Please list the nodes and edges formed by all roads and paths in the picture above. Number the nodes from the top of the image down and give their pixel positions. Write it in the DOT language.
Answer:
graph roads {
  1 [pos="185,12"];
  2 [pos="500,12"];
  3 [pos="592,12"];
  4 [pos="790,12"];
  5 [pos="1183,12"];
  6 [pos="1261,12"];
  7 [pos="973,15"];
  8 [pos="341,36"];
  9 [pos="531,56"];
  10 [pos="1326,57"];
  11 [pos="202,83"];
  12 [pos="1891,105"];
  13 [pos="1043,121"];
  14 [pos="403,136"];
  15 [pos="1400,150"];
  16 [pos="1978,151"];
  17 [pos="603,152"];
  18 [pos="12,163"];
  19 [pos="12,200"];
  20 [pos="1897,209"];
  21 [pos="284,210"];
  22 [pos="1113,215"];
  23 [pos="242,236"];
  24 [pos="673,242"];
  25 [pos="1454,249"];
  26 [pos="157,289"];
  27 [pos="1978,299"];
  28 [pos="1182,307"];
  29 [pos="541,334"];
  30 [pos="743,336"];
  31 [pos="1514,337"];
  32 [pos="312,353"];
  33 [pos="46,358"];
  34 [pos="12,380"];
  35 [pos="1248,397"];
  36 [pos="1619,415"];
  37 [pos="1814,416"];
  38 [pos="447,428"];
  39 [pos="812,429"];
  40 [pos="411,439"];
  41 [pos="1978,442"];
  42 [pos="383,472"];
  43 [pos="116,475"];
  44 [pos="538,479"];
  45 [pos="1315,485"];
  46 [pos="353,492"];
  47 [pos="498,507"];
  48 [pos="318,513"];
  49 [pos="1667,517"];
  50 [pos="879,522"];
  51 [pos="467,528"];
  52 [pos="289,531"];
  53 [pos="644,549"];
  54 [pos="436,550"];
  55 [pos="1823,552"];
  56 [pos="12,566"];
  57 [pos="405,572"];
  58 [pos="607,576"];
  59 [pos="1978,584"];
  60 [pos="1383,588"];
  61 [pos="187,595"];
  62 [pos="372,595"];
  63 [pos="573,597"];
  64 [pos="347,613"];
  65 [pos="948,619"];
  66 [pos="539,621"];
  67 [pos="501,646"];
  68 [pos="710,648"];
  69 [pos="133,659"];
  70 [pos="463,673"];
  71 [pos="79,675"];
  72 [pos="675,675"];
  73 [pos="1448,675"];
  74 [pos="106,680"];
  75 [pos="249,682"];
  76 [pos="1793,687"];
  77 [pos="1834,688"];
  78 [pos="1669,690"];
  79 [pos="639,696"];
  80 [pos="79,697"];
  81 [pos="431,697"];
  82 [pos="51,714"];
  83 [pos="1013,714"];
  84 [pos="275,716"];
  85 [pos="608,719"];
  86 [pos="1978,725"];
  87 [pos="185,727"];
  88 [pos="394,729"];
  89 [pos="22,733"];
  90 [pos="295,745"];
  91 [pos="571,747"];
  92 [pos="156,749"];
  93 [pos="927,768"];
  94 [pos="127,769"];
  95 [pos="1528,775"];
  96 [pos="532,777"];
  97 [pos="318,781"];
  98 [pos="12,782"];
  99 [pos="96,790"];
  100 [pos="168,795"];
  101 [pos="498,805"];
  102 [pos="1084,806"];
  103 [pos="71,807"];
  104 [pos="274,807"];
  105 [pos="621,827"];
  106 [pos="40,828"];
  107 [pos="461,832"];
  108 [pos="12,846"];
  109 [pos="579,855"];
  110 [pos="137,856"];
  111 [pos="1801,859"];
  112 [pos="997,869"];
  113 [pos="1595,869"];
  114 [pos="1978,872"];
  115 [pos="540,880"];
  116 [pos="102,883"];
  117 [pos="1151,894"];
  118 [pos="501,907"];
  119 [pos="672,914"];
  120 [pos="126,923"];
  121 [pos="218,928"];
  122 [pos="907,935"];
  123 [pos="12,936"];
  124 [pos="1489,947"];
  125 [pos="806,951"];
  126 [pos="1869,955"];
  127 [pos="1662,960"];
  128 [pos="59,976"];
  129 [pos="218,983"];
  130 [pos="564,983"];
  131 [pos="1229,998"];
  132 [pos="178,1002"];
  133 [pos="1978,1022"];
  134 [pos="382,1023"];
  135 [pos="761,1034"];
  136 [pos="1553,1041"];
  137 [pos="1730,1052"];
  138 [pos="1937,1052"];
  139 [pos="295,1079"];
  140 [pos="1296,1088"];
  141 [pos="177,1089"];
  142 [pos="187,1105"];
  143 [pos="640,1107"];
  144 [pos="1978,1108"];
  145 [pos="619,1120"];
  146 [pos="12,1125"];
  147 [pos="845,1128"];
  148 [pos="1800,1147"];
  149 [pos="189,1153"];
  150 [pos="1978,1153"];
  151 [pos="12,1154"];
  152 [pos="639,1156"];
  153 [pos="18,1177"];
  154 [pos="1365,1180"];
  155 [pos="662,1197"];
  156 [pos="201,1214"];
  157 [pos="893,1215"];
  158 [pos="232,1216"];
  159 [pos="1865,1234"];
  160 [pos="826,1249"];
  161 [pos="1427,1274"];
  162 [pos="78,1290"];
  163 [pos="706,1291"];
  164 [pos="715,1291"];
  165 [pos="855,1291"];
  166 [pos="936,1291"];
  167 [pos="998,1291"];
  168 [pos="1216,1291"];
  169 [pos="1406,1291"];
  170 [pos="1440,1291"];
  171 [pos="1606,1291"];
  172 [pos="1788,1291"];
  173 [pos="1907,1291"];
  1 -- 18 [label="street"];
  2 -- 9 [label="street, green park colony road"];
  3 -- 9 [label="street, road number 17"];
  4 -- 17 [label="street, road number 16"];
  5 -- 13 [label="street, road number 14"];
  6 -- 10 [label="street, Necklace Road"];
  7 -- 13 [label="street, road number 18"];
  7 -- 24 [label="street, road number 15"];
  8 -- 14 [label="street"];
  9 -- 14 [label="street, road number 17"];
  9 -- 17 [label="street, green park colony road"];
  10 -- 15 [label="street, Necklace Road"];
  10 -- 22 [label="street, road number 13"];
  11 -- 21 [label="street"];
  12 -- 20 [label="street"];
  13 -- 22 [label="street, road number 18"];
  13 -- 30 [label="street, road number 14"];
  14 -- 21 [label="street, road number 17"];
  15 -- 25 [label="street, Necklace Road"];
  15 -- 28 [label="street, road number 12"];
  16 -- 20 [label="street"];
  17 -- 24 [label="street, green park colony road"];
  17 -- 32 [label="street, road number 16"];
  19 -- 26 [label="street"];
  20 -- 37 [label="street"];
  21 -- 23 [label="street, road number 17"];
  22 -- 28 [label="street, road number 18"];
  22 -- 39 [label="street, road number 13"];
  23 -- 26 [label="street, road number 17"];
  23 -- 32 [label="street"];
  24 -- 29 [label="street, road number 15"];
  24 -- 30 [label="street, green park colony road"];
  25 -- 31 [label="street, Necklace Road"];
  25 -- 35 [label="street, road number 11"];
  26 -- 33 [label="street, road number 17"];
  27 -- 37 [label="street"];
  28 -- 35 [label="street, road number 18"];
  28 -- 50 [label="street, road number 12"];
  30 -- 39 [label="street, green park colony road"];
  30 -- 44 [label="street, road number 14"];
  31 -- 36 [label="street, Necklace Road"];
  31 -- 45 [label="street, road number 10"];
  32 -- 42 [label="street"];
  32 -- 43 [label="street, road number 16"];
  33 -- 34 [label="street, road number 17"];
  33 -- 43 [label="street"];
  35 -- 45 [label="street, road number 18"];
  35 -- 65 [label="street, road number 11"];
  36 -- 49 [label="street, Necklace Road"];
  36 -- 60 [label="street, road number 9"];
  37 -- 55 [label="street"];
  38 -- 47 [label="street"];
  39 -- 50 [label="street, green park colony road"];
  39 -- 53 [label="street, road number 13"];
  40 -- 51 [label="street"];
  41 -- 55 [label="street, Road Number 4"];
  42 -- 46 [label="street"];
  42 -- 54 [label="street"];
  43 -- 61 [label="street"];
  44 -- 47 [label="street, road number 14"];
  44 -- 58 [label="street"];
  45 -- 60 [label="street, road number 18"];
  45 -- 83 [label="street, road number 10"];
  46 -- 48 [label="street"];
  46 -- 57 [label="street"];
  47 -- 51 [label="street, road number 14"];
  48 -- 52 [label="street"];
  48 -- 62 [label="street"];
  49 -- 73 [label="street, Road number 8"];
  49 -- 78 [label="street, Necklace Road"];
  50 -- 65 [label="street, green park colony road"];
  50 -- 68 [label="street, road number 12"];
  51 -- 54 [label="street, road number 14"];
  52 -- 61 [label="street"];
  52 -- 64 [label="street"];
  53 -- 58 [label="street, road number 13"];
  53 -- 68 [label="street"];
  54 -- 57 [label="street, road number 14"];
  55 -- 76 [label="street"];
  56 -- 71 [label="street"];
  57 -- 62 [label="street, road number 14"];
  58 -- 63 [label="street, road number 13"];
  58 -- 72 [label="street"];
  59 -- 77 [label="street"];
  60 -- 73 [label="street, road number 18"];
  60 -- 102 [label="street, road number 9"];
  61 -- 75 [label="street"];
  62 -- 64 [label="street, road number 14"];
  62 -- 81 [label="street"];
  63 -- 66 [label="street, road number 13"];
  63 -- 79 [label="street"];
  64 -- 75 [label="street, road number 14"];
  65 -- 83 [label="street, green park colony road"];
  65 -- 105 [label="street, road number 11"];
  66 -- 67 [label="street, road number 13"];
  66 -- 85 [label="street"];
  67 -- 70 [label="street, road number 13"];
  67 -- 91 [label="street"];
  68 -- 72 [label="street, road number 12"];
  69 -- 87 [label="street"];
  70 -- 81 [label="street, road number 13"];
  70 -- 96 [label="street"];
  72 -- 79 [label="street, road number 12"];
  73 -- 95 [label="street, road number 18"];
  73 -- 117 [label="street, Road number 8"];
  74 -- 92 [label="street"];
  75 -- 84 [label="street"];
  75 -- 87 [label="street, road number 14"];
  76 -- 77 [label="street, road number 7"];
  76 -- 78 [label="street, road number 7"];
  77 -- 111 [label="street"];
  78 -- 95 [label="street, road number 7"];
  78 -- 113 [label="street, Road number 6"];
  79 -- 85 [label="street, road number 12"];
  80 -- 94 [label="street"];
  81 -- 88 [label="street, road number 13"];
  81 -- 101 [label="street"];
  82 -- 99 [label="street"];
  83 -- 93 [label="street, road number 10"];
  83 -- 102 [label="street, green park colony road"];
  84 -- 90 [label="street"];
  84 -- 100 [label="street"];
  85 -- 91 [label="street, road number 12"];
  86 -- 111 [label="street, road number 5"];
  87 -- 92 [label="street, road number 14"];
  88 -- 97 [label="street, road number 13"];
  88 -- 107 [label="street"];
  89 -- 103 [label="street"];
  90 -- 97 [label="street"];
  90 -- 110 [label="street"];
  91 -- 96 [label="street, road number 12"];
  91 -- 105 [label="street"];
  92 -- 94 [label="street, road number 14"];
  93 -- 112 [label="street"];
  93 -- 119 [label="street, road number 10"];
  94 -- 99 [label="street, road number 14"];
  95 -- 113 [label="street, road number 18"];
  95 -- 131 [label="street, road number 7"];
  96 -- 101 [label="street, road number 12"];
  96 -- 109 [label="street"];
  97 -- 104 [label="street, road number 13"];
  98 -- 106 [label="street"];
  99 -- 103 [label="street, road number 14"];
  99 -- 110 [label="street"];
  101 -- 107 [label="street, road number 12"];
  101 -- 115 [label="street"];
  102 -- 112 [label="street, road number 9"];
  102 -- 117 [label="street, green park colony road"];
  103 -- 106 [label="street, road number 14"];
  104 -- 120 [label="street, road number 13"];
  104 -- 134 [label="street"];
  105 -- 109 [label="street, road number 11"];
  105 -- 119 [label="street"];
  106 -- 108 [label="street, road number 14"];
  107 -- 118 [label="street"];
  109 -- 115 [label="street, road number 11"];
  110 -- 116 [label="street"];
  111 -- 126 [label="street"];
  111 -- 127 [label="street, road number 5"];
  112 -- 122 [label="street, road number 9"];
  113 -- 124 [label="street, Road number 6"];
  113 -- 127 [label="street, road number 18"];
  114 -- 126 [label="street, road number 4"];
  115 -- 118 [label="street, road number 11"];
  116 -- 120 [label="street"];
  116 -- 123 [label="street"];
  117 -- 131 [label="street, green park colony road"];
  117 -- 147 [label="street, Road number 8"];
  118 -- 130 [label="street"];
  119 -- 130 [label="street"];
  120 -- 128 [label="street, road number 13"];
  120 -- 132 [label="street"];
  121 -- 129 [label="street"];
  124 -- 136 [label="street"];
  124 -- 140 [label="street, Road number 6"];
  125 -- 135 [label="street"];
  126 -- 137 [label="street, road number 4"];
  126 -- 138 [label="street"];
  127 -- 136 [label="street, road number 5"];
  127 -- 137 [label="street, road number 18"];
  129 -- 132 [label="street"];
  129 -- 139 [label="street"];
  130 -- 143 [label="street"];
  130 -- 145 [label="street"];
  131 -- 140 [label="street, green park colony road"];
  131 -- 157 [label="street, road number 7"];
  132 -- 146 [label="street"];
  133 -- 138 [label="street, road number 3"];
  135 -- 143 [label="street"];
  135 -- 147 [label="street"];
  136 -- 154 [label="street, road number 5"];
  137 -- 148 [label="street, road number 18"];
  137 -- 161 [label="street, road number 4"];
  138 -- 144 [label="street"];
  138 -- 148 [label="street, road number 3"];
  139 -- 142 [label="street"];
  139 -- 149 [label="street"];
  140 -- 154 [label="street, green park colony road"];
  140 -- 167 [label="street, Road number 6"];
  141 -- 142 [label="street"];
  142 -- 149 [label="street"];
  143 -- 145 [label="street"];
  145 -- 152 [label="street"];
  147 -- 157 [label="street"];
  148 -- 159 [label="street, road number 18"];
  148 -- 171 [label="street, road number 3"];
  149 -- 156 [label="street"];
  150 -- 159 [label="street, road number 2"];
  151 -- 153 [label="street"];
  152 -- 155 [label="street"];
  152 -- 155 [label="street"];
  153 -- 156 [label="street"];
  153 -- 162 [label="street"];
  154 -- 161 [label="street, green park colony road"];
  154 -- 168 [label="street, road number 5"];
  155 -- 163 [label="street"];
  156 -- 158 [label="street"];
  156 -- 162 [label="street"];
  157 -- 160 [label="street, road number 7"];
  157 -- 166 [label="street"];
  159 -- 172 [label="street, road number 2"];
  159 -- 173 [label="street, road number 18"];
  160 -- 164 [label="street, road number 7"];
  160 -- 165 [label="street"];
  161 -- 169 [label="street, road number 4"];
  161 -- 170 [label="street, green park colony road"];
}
-- -- --
> **Work item**
Lines of the listing above that include the string "roads" should each be copied.

> **Completed task**
Please list the nodes and edges formed by all roads and paths in the picture above. Number the nodes from the top of the image down and give their pixel positions. Write it in the DOT language.
graph roads {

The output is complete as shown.